We should consider a mechanism by which browsers can poll to learn when vernum has changed, and then proactively forget their domain-specific decryption keys. This reduces the window for an attacker to extract keys from a stolen device: the moment it learns that a revocation has taken place, it wipes the decrypted plaintext and decryption keys. Then, if it can still obtain an assertion, it can re-acquire the keys and start polling again. This "am I revoked" mechanism should not depend upon having an assertion (since these expire before the polling should stop), so perhaps it should use another token held by the Key Server which can only be used for this sort of poll.

Using server-data-replacement for revocation isn't the most pleasant scheme. One alternative would have the Key Server issue certs which expire after some limited time, but which can be renewed by a token retained in the browser. When a client tells the Key Server to revoke other devices, this token is deleted, and the old device will eventually lose the ability to create certs that will be accepted by Storage Servers. However uncooperative devices will still know valid kA/kB (so they could collude with a storage server or IdP to obtain ciphertext), which can only be handled with re-encryption. It would also require the Key Server to publish a public key (just like primary IdPs would), which would be a centralized attack target, and would require Storage Servers do frequent public-key crypto operations (instead of cheap token checks). However the similarities between a cert-issuing Key Server and a primary IdP (or the Persona secondary/fallback IdP itself) are worth exploring.

Pairing

TBD. Basic idea is to use Sync's JPAKE scheme, or the more modern SPEKE2/PAKE2 protocol, with the Key Server providing the rendezvous point, but require an email address and BrowserID assertion. Since the email uniquely identifies the channel, we can use a shorter code (perhaps 4 characters). In fact, since the assertion protects the channel against arbitrary attackers, we can probably use a short PIN (three or four digits): the only attackers are the user's IdP and the Key Server itself.

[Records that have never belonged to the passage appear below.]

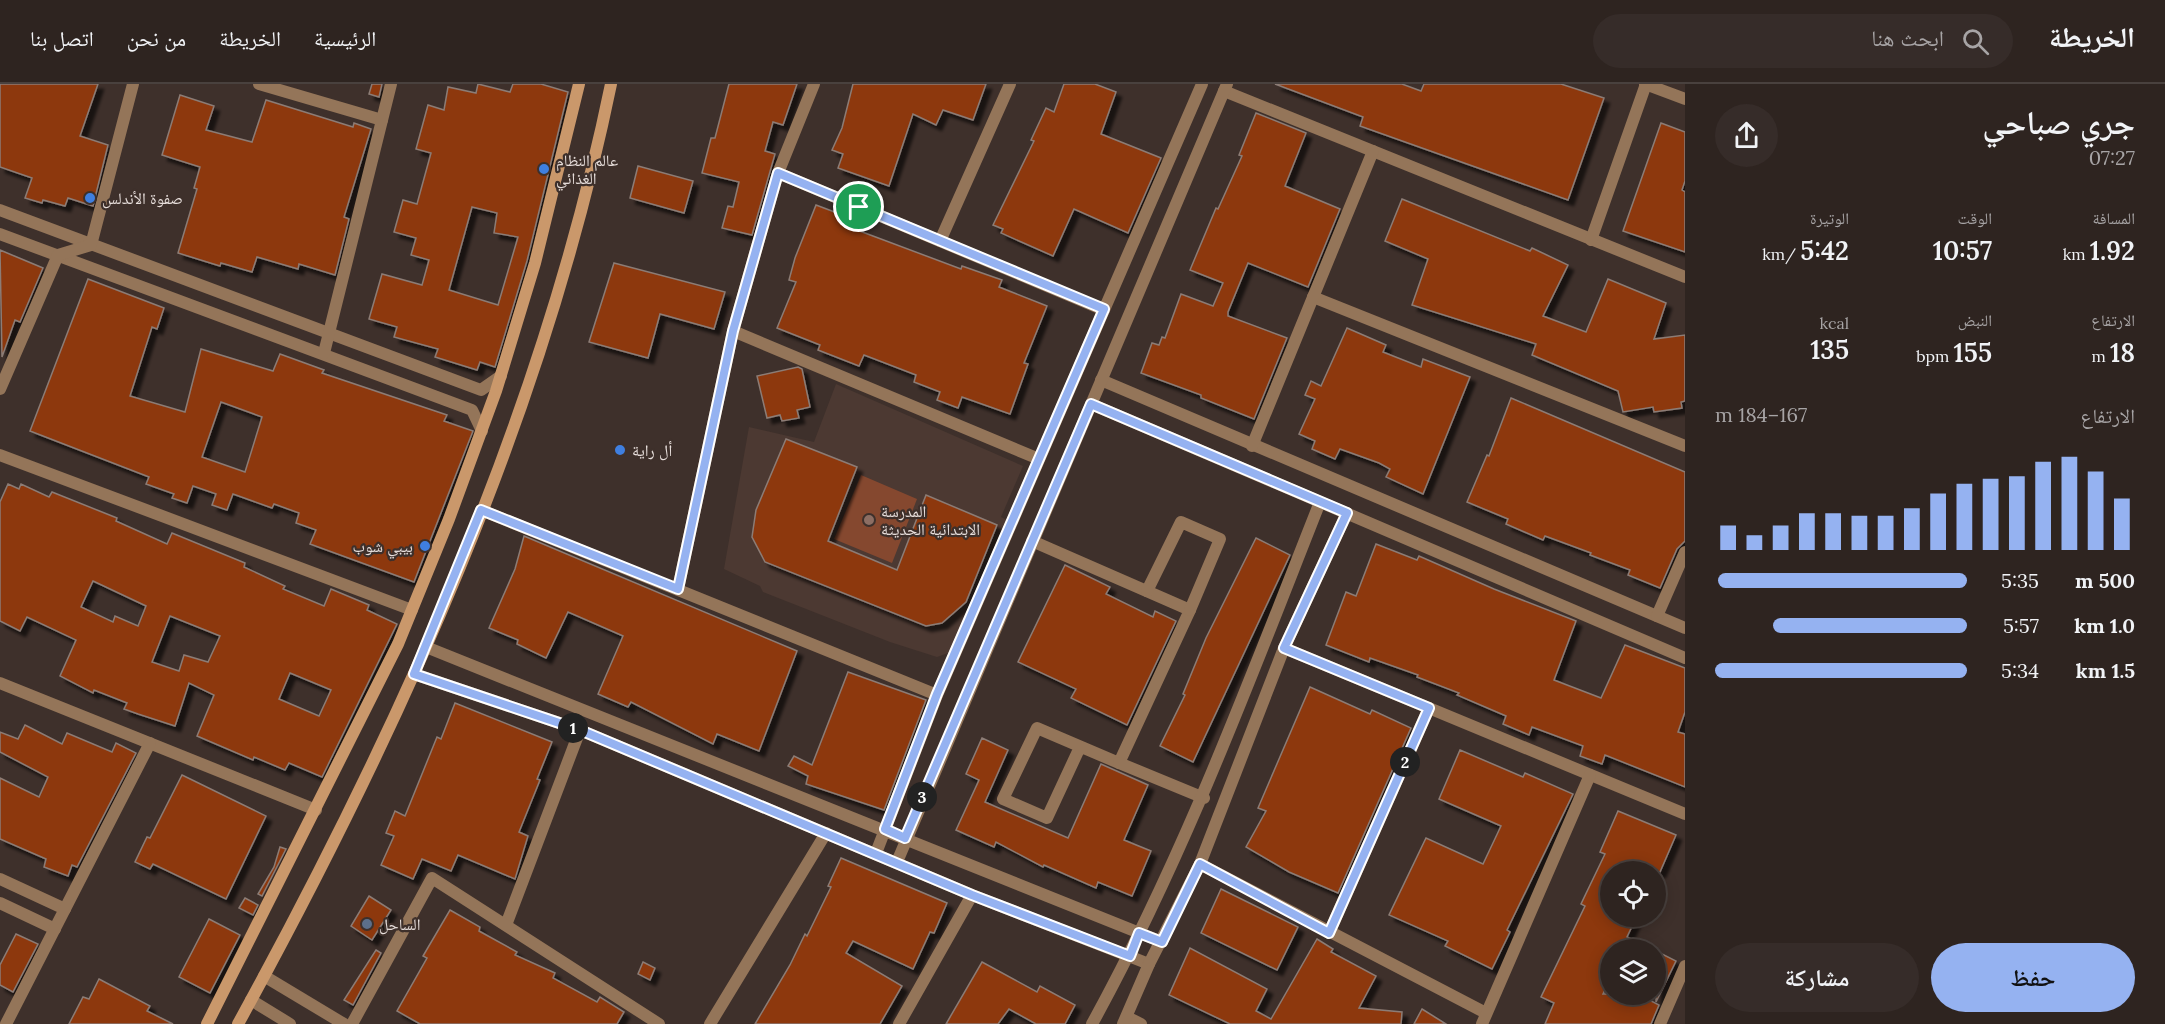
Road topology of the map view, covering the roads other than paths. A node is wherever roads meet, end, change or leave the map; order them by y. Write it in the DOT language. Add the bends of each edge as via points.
graph roads {
  1 [pos="133,84"];
  2 [pos="259,84"];
  3 [pos="391,84"];
  4 [pos="579,84"];
  5 [pos="612,84"];
  6 [pos="814,84"];
  7 [pos="1010,84"];
  8 [pos="1202,84"];
  9 [pos="1645,84"];
  10 [pos="1225,87"];
  11 [pos="1685,99"];
  12 [pos="382,120"];
  13 [pos="1372,151"];
  14 [pos="778,173"];
  15 [pos="0,210"];
  16 [pos="0,234"];
  17 [pos="1591,240"];
  18 [pos="940,241"];
  19 [pos="91,245"];
  20 [pos="58,255"];
  21 [pos="1685,278"];
  22 [pos="1313,297"];
  23 [pos="1104,309"];
  24 [pos="733,331"];
  25 [pos="328,335"];
  26 [pos="324,353"];
  27 [pos="501,376"];
  28 [pos="1101,380"];
  29 [pos="0,388"];
  30 [pos="1091,404"];
  31 [pos="482,431"];
  32 [pos="1252,446"];
  33 [pos="1685,446"];
  34 [pos="0,455"];
  35 [pos="1039,459"];
  36 [pos="1320,502"];
  37 [pos="481,510"];
  38 [pos="1347,513"];
  39 [pos="1032,541"];
  40 [pos="1685,552"];
  41 [pos="678,589"];
  42 [pos="1148,591"];
  43 [pos="412,610"];
  44 [pos="1190,610"];
  45 [pos="1657,616"];
  46 [pos="1685,628"];
  47 [pos="426,647"];
  48 [pos="1284,648"];
  49 [pos="1685,658"];
  50 [pos="414,674"];
  51 [pos="0,683"];
  52 [pos="937,694"];
  53 [pos="1429,708"];
  54 [pos="580,730"];
  55 [pos="150,743"];
  56 [pos="1080,747"];
  57 [pos="1119,764"];
  58 [pos="1590,775"];
  59 [pos="1204,798"];
  60 [pos="316,810"];
  61 [pos="1685,814"];
  62 [pos="885,829"];
  63 [pos="826,833"];
  64 [pos="905,838"];
  65 [pos="876,853"];
  66 [pos="897,862"];
  67 [pos="1200,864"];
  68 [pos="0,879"];
  69 [pos="972,895"];
  70 [pos="0,903"];
  71 [pos="65,909"];
  72 [pos="506,925"];
  73 [pos="55,929"];
  74 [pos="1139,933"];
  75 [pos="1329,933"];
  76 [pos="1162,942"];
  77 [pos="1130,956"];
  78 [pos="1149,964"];
  79 [pos="1685,966"];
  80 [pos="264,976"];
  81 [pos="251,1000"];
  82 [pos="1484,1018"];
  83 [pos="1125,1020"];
  84 [pos="6,1024"];
  85 [pos="207,1024"];
  86 [pos="238,1024"];
  87 [pos="290,1024"];
  88 [pos="344,1024"];
  89 [pos="352,1024"];
  90 [pos="659,1024"];
  91 [pos="710,1024"];
  92 [pos="899,1024"];
  93 [pos="1092,1024"];
  94 [pos="1141,1024"];
  95 [pos="1660,1024"];
  1 -- 19 [label="street"];
  2 -- 12 [label="street"];
  3 -- 12 [label="street"];
  4 -- 27 [label="main road" via="535,263"];
  5 -- 37 [label="main road" via="562,277 523,402"];
  6 -- 14 [label="street"];
  7 -- 18 [label="street"];
  8 -- 23 [label="street"];
  9 -- 11 [label="street"];
  9 -- 17 [label="street"];
  10 -- 13 [label="street"];
  10 -- 28 [label="street"];
  12 -- 25 [label="street"];
  13 -- 17 [label="street"];
  13 -- 22 [label="street"];
  14 -- 18 [label="street"];
  14 -- 24 [label="street"];
  15 -- 19 [label="street"];
  16 -- 20 [label="street"];
  17 -- 21 [label="street"];
  18 -- 23 [label="street"];
  19 -- 20 [label="street"];
  19 -- 25 [label="street"];
  20 -- 26 [label="street"];
  20 -- 29 [label="street"];
  22 -- 32 [label="street"];
  22 -- 33 [label="street"];
  23 -- 35 [label="street"];
  24 -- 35 [label="street"];
  24 -- 41 [label="street"];
  25 -- 26 [label="street"];
  25 -- 27 [label="street" via="481,390"];
  26 -- 31 [label="street" via="472,410"];
  27 -- 31 [label="main road"];
  28 -- 30 [label="street"];
  28 -- 32 [label="street"];
  30 -- 36 [label="street"];
  30 -- 39 [label="street"];
  31 -- 43 [label="main road"];
  32 -- 45 [label="street"];
  34 -- 43 [label="street"];
  35 -- 52 [label="street"];
  36 -- 38 [label="street"];
  36 -- 59 [label="street"];
  37 -- 41 [label="street"];
  37 -- 47 [label="main road"];
  38 -- 48 [label="street"];
  38 -- 49 [label="street"];
  39 -- 42 [label="street"];
  39 -- 64 [label="street"];
  40 -- 45 [label="street"];
  41 -- 52 [label="street"];
  42 -- 44 [label="street"];
  42 -- 44 [label="street" via="1180,522 1220,539"];
  43 -- 60 [label="main road"];
  44 -- 57 [label="street"];
  45 -- 46 [label="street"];
  47 -- 50 [label="main road"];
  47 -- 62 [label="street"];
  48 -- 53 [label="street"];
  48 -- 67 [label="street"];
  50 -- 54 [label="street"];
  50 -- 80 [label="main road" via="306,901"];
  51 -- 55 [label="street"];
  52 -- 62 [label="street"];
  53 -- 58 [label="street"];
  53 -- 75 [label="street"];
  54 -- 63 [label="street"];
  54 -- 72 [label="street"];
  55 -- 60 [label="street"];
  55 -- 71 [label="street"];
  56 -- 56 [label="street" via="1037,728 1003,799 1047,818"];
  56 -- 57 [label="street"];
  57 -- 59 [label="street"];
  58 -- 61 [label="street"];
  58 -- 82 [label="street"];
  59 -- 74 [label="street"];
  60 -- 85 [label="main road"];
  62 -- 64 [label="street"];
  62 -- 65 [label="street"];
  63 -- 65 [label="street"];
  63 -- 91 [label="street"];
  64 -- 66 [label="street"];
  64 -- 74 [label="street"];
  65 -- 66 [label="street"];
  66 -- 69 [label="street"];
  67 -- 75 [label="street"];
  67 -- 76 [label="street"];
  68 -- 71 [label="street"];
  69 -- 77 [label="street"];
  69 -- 92 [label="street"];
  70 -- 73 [label="street"];
  71 -- 73 [label="street"];
  72 -- 89 [label="street" via="432,878"];
  72 -- 90 [label="street"];
  73 -- 84 [label="street"];
  74 -- 76 [label="street"];
  74 -- 77 [label="street"];
  75 -- 82 [label="street"];
  76 -- 78 [label="street"];
  77 -- 78 [label="street"];
  77 -- 93 [label="street"];
  78 -- 83 [label="street"];
  79 -- 95 [label="street"];
  80 -- 81 [label="main road"];
  80 -- 88 [label="street"];
  81 -- 86 [label="main road"];
  81 -- 87 [label="street"];
  83 -- 94 [label="street"];
}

The Key Server also assists with device management: it can tell the user which devices have reported completing the pairing process, and which are in-progress. It can also avoid the situation where two devices both think they are the first to use class-C data and thus both responsible for creating kC (creating incompatible keys).

Jetpack Modules

The first implementation will probably be a cluster of Jetpack modules. The "browserid" module must, for now, open a visible tab from an externally-hosted site, which can use include.js to present the BrowserID signin dialog. Once BrowserID accepts non-http/https schemes for the audience= field, this can change to opening a visible tab from an internally-provided resource: URL. Later, the module can use chrome UI for the dialog, rather than opening and closing a regular browser tab. The API should remain the same.

The KDF module is where all the protocol work happens. It should probably have a register-callback method, then a "go" method (just like navigator.id.watch() and navigator.id.request()). The callback should receive the data-encryption keys, functions to encrypt/decrypt data with those keys, and something to access tokens. We need a way to inform the KDF module that we've successfully communicated with the storage server, and we no longer need old tokens (so it can discard kA/kB/kC safely).

The application-specific module then talks to whatever internal resource is being synchronized, and makes HTTPS requests to its storage server.